====== RECORDS SUPPLIED
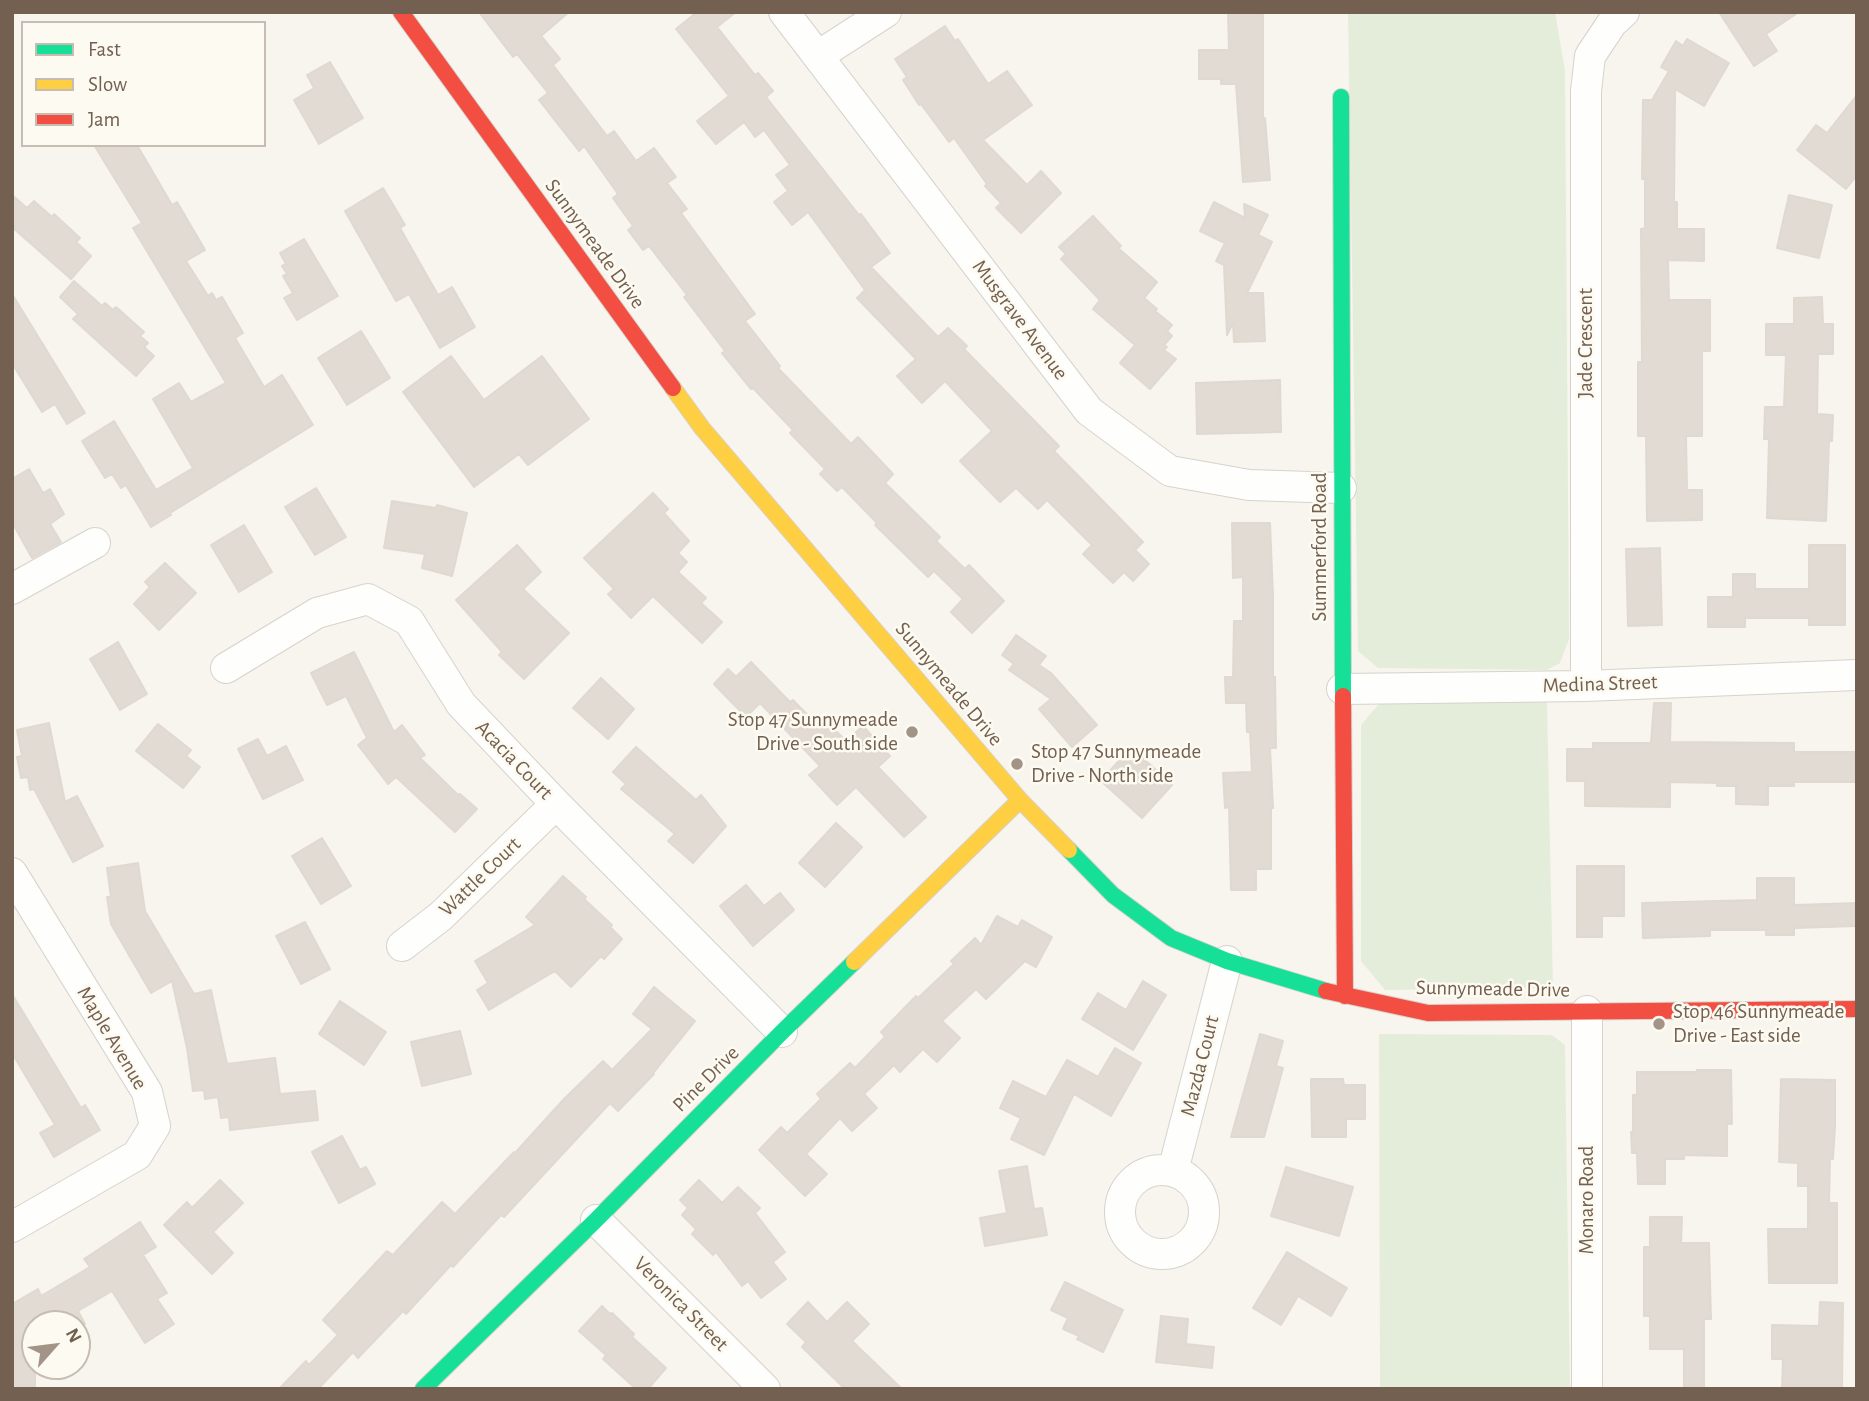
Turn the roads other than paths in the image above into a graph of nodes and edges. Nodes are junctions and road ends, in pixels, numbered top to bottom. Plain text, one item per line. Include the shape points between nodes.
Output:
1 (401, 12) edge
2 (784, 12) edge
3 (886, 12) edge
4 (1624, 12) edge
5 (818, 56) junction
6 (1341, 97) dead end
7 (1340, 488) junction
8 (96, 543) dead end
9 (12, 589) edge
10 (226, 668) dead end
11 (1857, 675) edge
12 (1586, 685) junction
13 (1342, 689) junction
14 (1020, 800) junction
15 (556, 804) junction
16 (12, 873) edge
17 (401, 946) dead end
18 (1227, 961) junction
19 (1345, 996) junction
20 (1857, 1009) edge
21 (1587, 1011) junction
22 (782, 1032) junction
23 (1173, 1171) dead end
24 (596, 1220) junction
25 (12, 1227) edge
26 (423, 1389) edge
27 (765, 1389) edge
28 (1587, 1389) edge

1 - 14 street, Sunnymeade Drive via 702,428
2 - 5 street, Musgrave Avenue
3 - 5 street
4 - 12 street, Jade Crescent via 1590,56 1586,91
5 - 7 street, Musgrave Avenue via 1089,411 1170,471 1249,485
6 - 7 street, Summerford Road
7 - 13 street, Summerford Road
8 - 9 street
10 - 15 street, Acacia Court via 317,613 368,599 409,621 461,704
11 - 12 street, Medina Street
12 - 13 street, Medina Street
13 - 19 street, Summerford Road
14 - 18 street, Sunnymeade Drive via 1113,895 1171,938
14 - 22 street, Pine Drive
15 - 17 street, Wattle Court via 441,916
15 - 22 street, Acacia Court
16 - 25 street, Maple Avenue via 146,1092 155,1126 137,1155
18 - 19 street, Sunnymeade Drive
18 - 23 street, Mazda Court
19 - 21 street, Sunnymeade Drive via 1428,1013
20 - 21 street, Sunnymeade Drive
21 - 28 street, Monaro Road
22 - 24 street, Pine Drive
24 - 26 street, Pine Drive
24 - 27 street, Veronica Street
============
Drop the pictures and reproduce the rest of the entries above exactly.

Turn the roads other than paths in the image above into a graph of nodes and edges. Nodes are junctions and road ends, in pixels, numbered top to bottom. Plain text, one item per line. Include the shape points between nodes.
Output:
1 (401, 12) edge
2 (784, 12) edge
3 (886, 12) edge
4 (1624, 12) edge
5 (818, 56) junction
6 (1341, 97) dead end
7 (1340, 488) junction
8 (96, 543) dead end
9 (12, 589) edge
10 (226, 668) dead end
11 (1857, 675) edge
12 (1586, 685) junction
13 (1342, 689) junction
14 (1020, 800) junction
15 (556, 804) junction
16 (12, 873) edge
17 (401, 946) dead end
18 (1227, 961) junction
19 (1345, 996) junction
20 (1857, 1009) edge
21 (1587, 1011) junction
22 (782, 1032) junction
23 (1173, 1171) dead end
24 (596, 1220) junction
25 (12, 1227) edge
26 (423, 1389) edge
27 (765, 1389) edge
28 (1587, 1389) edge

1 - 14 street, Sunnymeade Drive via 702,428
2 - 5 street, Musgrave Avenue
3 - 5 street
4 - 12 street, Jade Crescent via 1590,56 1586,91
5 - 7 street, Musgrave Avenue via 1089,411 1170,471 1249,485
6 - 7 street, Summerford Road
7 - 13 street, Summerford Road
8 - 9 street
10 - 15 street, Acacia Court via 317,613 368,599 409,621 461,704
11 - 12 street, Medina Street
12 - 13 street, Medina Street
13 - 19 street, Summerford Road
14 - 18 street, Sunnymeade Drive via 1113,895 1171,938
14 - 22 street, Pine Drive
15 - 17 street, Wattle Court via 441,916
15 - 22 street, Acacia Court
16 - 25 street, Maple Avenue via 146,1092 155,1126 137,1155
18 - 19 street, Sunnymeade Drive
18 - 23 street, Mazda Court
19 - 21 street, Sunnymeade Drive via 1428,1013
20 - 21 street, Sunnymeade Drive
21 - 28 street, Monaro Road
22 - 24 street, Pine Drive
24 - 26 street, Pine Drive
24 - 27 street, Veronica Street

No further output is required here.